The strange installment in the running fight over Lantigua's estate, now contested in both state and federal courts, led to an uncommon request this week for court sanctions against Hartford Life for filing a bogus copy of a Venezuelan court order.
"I don't know that I've had to do it before ever in my career. It is extremely rare," said Joshua Woolsey, an attorney representing Lantigua's son, Joseph.
"There is actual evidence -- it's not gray, it's black and white -- that the insurance company ... [used] falsified evidence."
A spokesman for Prudential Financial, Hartford Life's parent company, declined to comment Wednesday, noting the case is still open.

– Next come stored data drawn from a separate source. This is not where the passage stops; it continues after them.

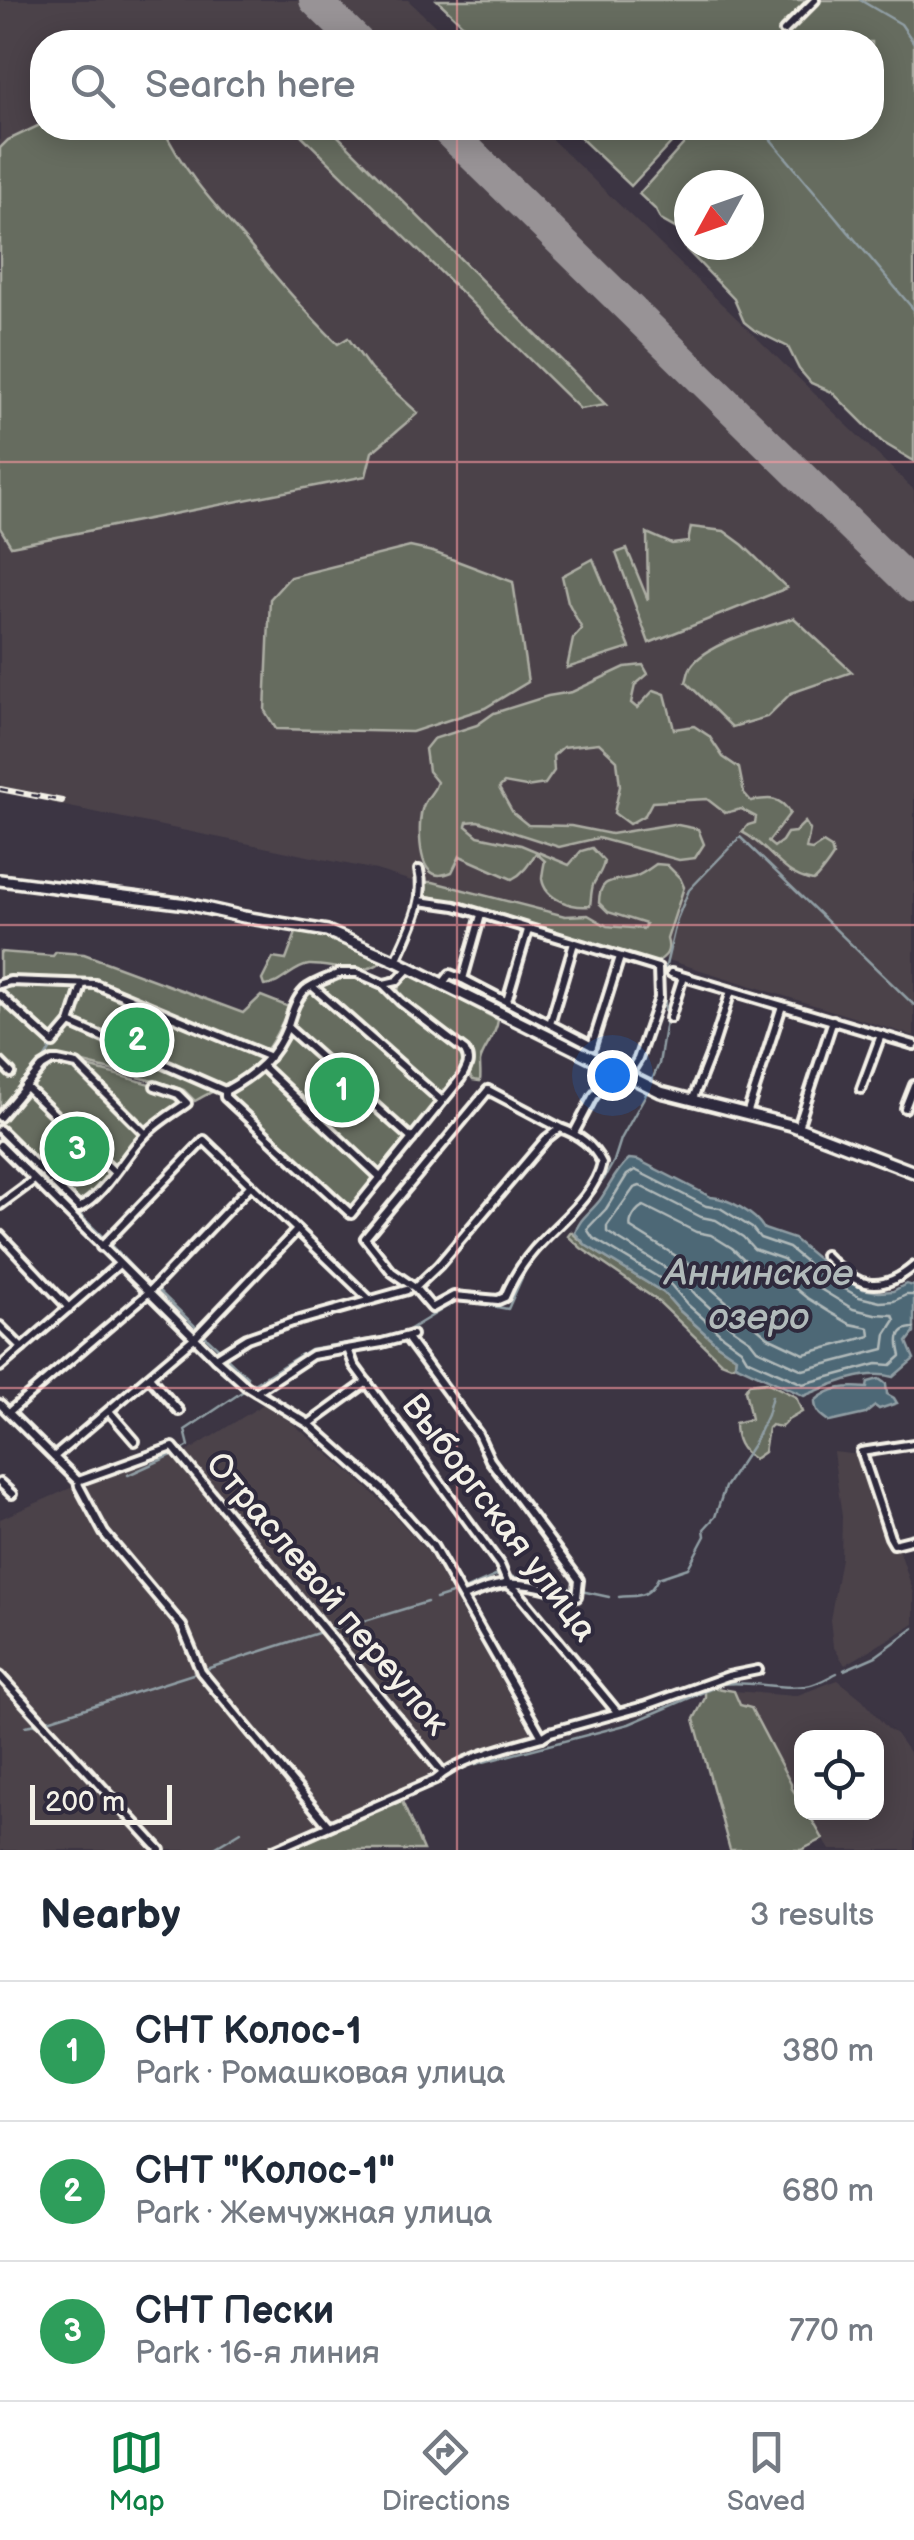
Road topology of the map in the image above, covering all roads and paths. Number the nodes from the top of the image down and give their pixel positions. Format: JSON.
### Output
{"nodes":[{"id":1,"x":815,"y":0,"type":"edge"},
{"id":2,"x":785,"y":30,"type":"edge"},
{"id":3,"x":419,"y":870,"type":"dead end"},
{"id":4,"x":0,"y":880,"type":"edge"},
{"id":5,"x":420,"y":901,"type":"junction"},
{"id":6,"x":481,"y":915,"type":"junction"},
{"id":7,"x":528,"y":930,"type":"junction"},
{"id":8,"x":574,"y":944,"type":"junction"},
{"id":9,"x":620,"y":957,"type":"junction"},
{"id":10,"x":396,"y":960,"type":"junction"},
{"id":11,"x":410,"y":967,"type":"junction"},
{"id":12,"x":672,"y":973,"type":"dead end"},
{"id":13,"x":682,"y":977,"type":"junction"},
{"id":14,"x":463,"y":979,"type":"junction"},
{"id":15,"x":0,"y":984,"type":"edge"},
{"id":16,"x":82,"y":984,"type":"junction"},
{"id":17,"x":383,"y":984,"type":"junction"},
{"id":18,"x":443,"y":984,"type":"junction"},
{"id":19,"x":312,"y":985,"type":"junction"},
{"id":20,"x":731,"y":991,"type":"junction"},
{"id":21,"x":0,"y":994,"type":"edge"},
{"id":22,"x":506,"y":1001,"type":"junction"},
{"id":23,"x":782,"y":1006,"type":"junction"},
{"id":24,"x":670,"y":1018,"type":"dead end"},
{"id":25,"x":833,"y":1020,"type":"junction"},
{"id":26,"x":70,"y":1023,"type":"junction"},
{"id":27,"x":550,"y":1024,"type":"junction"},
{"id":28,"x":287,"y":1027,"type":"junction"},
{"id":29,"x":881,"y":1034,"type":"junction"},
{"id":30,"x":914,"y":1045,"type":"edge"},
{"id":31,"x":592,"y":1046,"type":"junction"},
{"id":32,"x":270,"y":1056,"type":"junction"},
{"id":33,"x":588,"y":1058,"type":"junction"},
{"id":34,"x":0,"y":1062,"type":"edge"},
{"id":35,"x":263,"y":1067,"type":"junction"},
{"id":36,"x":614,"y":1071,"type":"junction"},
{"id":37,"x":12,"y":1073,"type":"dead end"},
{"id":38,"x":627,"y":1077,"type":"junction"},
{"id":39,"x":914,"y":1085,"type":"edge"},
{"id":40,"x":25,"y":1086,"type":"junction"},
{"id":41,"x":155,"y":1086,"type":"dead end"},
{"id":42,"x":860,"y":1089,"type":"dead end"},
{"id":43,"x":225,"y":1091,"type":"junction"},
{"id":44,"x":442,"y":1101,"type":"junction"},
{"id":45,"x":691,"y":1102,"type":"junction"},
{"id":46,"x":905,"y":1108,"type":"dead end"},
{"id":47,"x":747,"y":1115,"type":"junction"},
{"id":48,"x":0,"y":1117,"type":"edge"},
{"id":49,"x":560,"y":1128,"type":"junction"},
{"id":50,"x":798,"y":1128,"type":"junction"},
{"id":51,"x":0,"y":1130,"type":"edge"},
{"id":52,"x":574,"y":1133,"type":"junction"},
{"id":53,"x":145,"y":1134,"type":"junction"},
{"id":54,"x":412,"y":1140,"type":"junction"},
{"id":55,"x":0,"y":1145,"type":"edge"},
{"id":56,"x":114,"y":1172,"type":"junction"},
{"id":57,"x":914,"y":1172,"type":"edge"},
{"id":58,"x":381,"y":1178,"type":"junction"},
{"id":59,"x":34,"y":1180,"type":"junction"},
{"id":60,"x":251,"y":1186,"type":"junction"},
{"id":61,"x":0,"y":1205,"type":"edge"},
{"id":62,"x":297,"y":1230,"type":"junction"},
{"id":63,"x":0,"y":1235,"type":"edge"},
{"id":64,"x":102,"y":1247,"type":"junction"},
{"id":65,"x":825,"y":1255,"type":"dead end"},
{"id":66,"x":119,"y":1264,"type":"junction"},
{"id":67,"x":914,"y":1266,"type":"edge"},
{"id":68,"x":411,"y":1289,"type":"junction"},
{"id":69,"x":148,"y":1293,"type":"junction"},
{"id":70,"x":369,"y":1299,"type":"junction"},
{"id":71,"x":68,"y":1308,"type":"junction"},
{"id":72,"x":0,"y":1326,"type":"edge"},
{"id":73,"x":194,"y":1338,"type":"junction"},
{"id":74,"x":22,"y":1348,"type":"junction"},
{"id":75,"x":348,"y":1349,"type":"junction"},
{"id":76,"x":215,"y":1358,"type":"junction"},
{"id":77,"x":0,"y":1367,"type":"edge"},
{"id":78,"x":149,"y":1377,"type":"junction"},
{"id":79,"x":366,"y":1382,"type":"junction"},
{"id":80,"x":256,"y":1392,"type":"junction"},
{"id":81,"x":0,"y":1404,"type":"edge"},
{"id":82,"x":9,"y":1412,"type":"junction"},
{"id":83,"x":109,"y":1412,"type":"junction"},
{"id":84,"x":179,"y":1412,"type":"dead end"},
{"id":85,"x":308,"y":1424,"type":"junction"},
{"id":86,"x":135,"y":1441,"type":"dead end"},
{"id":87,"x":914,"y":1444,"type":"edge"},
{"id":88,"x":54,"y":1457,"type":"junction"},
{"id":89,"x":78,"y":1481,"type":"junction"},
{"id":90,"x":0,"y":1483,"type":"edge"},
{"id":91,"x":12,"y":1494,"type":"dead end"},
{"id":92,"x":914,"y":1539,"type":"edge"},
{"id":93,"x":508,"y":1584,"type":"junction"},
{"id":94,"x":463,"y":1598,"type":"junction"},
{"id":95,"x":758,"y":1670,"type":"dead end"},
{"id":96,"x":0,"y":1676,"type":"edge"},
{"id":97,"x":618,"y":1713,"type":"junction"},
{"id":98,"x":542,"y":1737,"type":"junction"},
{"id":99,"x":442,"y":1773,"type":"junction"},
{"id":100,"x":328,"y":1825,"type":"junction"},
{"id":101,"x":160,"y":1850,"type":"edge"},
{"id":102,"x":274,"y":1850,"type":"edge"}],
"edges":[{"from":1,"to":2,"type":"street"},
{"from":3,"to":5,"type":"street"},
{"from":4,"to":10,"type":"main road"},
{"from":5,"to":6,"type":"street"},
{"from":5,"to":10,"type":"street"},
{"from":6,"to":7,"type":"street"},
{"from":6,"to":14,"type":"street"},
{"from":7,"to":8,"type":"street"},
{"from":7,"to":22,"type":"street"},
{"from":8,"to":9,"type":"street"},
{"from":8,"to":27,"type":"street"},
{"from":9,"to":31,"type":"street"},
{"from":9,"to":38,"type":"street"},
{"from":10,"to":11,"type":"main road"},
{"from":11,"to":17,"type":"street"},
{"from":11,"to":18,"type":"main road"},
{"from":12,"to":13,"type":"street"},
{"from":13,"to":20,"type":"street"},
{"from":13,"to":24,"type":"street"},
{"from":14,"to":18,"type":"street"},
{"from":14,"to":22,"type":"street"},
{"from":15,"to":16,"type":"street"},
{"from":16,"to":26,"type":"street"},
{"from":16,"to":32,"type":"street"},
{"from":17,"to":19,"type":"street"},
{"from":17,"to":44,"type":"street"},
{"from":18,"to":33,"type":"main road"},
{"from":19,"to":28,"type":"street"},
{"from":19,"to":44,"type":"street"},
{"from":20,"to":23,"type":"street"},
{"from":20,"to":45,"type":"street"},
{"from":21,"to":26,"type":"street"},
{"from":22,"to":27,"type":"street"},
{"from":23,"to":25,"type":"street"},
{"from":23,"to":47,"type":"street"},
{"from":25,"to":29,"type":"street"},
{"from":25,"to":50,"type":"street"},
{"from":26,"to":43,"type":"street"},
{"from":27,"to":31,"type":"street"},
{"from":28,"to":32,"type":"street"},
{"from":28,"to":54,"type":"street"},
{"from":29,"to":30,"type":"street"},
{"from":29,"to":42,"type":"street"},
{"from":31,"to":33,"type":"street"},
{"from":32,"to":35,"type":"street"},
{"from":33,"to":36,"type":"main road"},
{"from":34,"to":37,"type":"street"},
{"from":35,"to":43,"type":"street"},
{"from":35,"to":58,"type":"street"},
{"from":36,"to":38,"type":"main road"},
{"from":36,"to":52,"type":"street"},
{"from":38,"to":45,"type":"main road"},
{"from":39,"to":46,"type":"street"},
{"from":40,"to":48,"type":"street"},
{"from":40,"to":53,"type":"street"},
{"from":40,"to":56,"type":"street"},
{"from":41,"to":53,"type":"street"},
{"from":43,"to":58,"type":"street"},
{"from":44,"to":54,"type":"street"},
{"from":45,"to":47,"type":"main road"},
{"from":47,"to":50,"type":"main road"},
{"from":49,"to":52,"type":"street"},
{"from":49,"to":68,"type":"street"},
{"from":49,"to":68,"type":"street"},
{"from":50,"to":57,"type":"main road"},
{"from":51,"to":56,"type":"street"},
{"from":52,"to":68,"type":"street"},
{"from":53,"to":56,"type":"street"},
{"from":54,"to":58,"type":"street"},
{"from":55,"to":59,"type":"street"},
{"from":59,"to":61,"type":"street"},
{"from":59,"to":64,"type":"street"},
{"from":60,"to":62,"type":"street"},
{"from":60,"to":64,"type":"street"},
{"from":60,"to":69,"type":"street"},
{"from":62,"to":70,"type":"street"},
{"from":62,"to":73,"type":"street"},
{"from":63,"to":71,"type":"street"},
{"from":64,"to":66,"type":"street"},
{"from":65,"to":67,"type":"street"},
{"from":66,"to":69,"type":"street"},
{"from":66,"to":71,"type":"street"},
{"from":68,"to":70,"type":"street"},
{"from":69,"to":73,"type":"street"},
{"from":69,"to":82,"type":"street"},
{"from":70,"to":76,"type":"street"},
{"from":71,"to":74,"type":"street"},
{"from":72,"to":74,"type":"street"},
{"from":73,"to":76,"type":"street"},
{"from":73,"to":78,"type":"street"},
{"from":74,"to":77,"type":"street"},
{"from":75,"to":79,"type":"street","name":"Выборгская улица"},
{"from":75,"to":80,"type":"street"},
{"from":75,"to":93,"type":"street"},
{"from":76,"to":80,"type":"street"},
{"from":78,"to":83,"type":"street"},
{"from":78,"to":84,"type":"street"},
{"from":79,"to":85,"type":"street"},
{"from":79,"to":93,"type":"street","name":"Выборгская улица"},
{"from":80,"to":85,"type":"street"},
{"from":81,"to":82,"type":"street"},
{"from":82,"to":88,"type":"street"},
{"from":83,"to":86,"type":"street"},
{"from":83,"to":88,"type":"street"},
{"from":85,"to":94,"type":"street"},
{"from":87,"to":92,"type":"street"},
{"from":88,"to":89,"type":"street"},
{"from":89,"to":99,"type":"street","name":"Отраслевой переулок"},
{"from":89,"to":100,"type":"street"},
{"from":90,"to":91,"type":"street"},
{"from":93,"to":94,"type":"street"},
{"from":93,"to":97,"type":"street","name":"Выборгская улица"},
{"from":94,"to":98,"type":"street"},
{"from":95,"to":97,"type":"street"},
{"from":96,"to":101,"type":"street"},
{"from":97,"to":98,"type":"street"},
{"from":98,"to":99,"type":"street"},
{"from":99,"to":100,"type":"street"},
{"from":100,"to":102,"type":"street"}]}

Hartford filed a 194-page motion in November that included photocopies of a court order from Venezuela, written in Spanish and bearing notary seals that seemed to assure its authenticity. The order seemed to void a death certificate issued in April that said Lantigua had a heart attack. It also referred to an investigation by Diligence International Group, a Texas-based company that examines overseas death claims involving people holding high-dollar insurance policies.
But the motion Woolsey filed Monday pointed out a problem: The order in the Hartford file didn't match one in a website Venezuela's judiciary uses to record judgments and orders.
The word "negar," or deny, was missing from a sentence in the version Hartford filed, as was the word "inadmisible."
The effect, Woolsey's motion said, was that an order denying a challenge to the death certificate had been changed so it no longer showed the challenge had been rejected.
"Hartford's pleading must be stricken as a sham," Woolsey wrote, adding later that "the conduct of Hartford and/or ... Diligence is egregious," and warranted strong consequences.
Diligence managing director Richard Marquez also declined comment.
"It's an open investigation. It's still very much in litigation," he said.
Circuit Court Judge Waddell Wallace didn't immediately rule on Woolsey's motion.
The fight could affect more than one insurance policy.
Lantigua had other policies that benefited his wife and daughter, and the companies holding those have been unwilling to pay out as well, Woolsey said. He said he assumes the companies have traded notes on the death and won't pay until another one does.
"We've got a family that is grieving over the loss of their father, their husband ... and could really use" the policy payouts, he said.
Joseph Lantigua was sued in November by American general Life Insurance, which wanted a federal judge to issue an order saying it didn't have to pay anything on a $2 million policy. That case is also pending.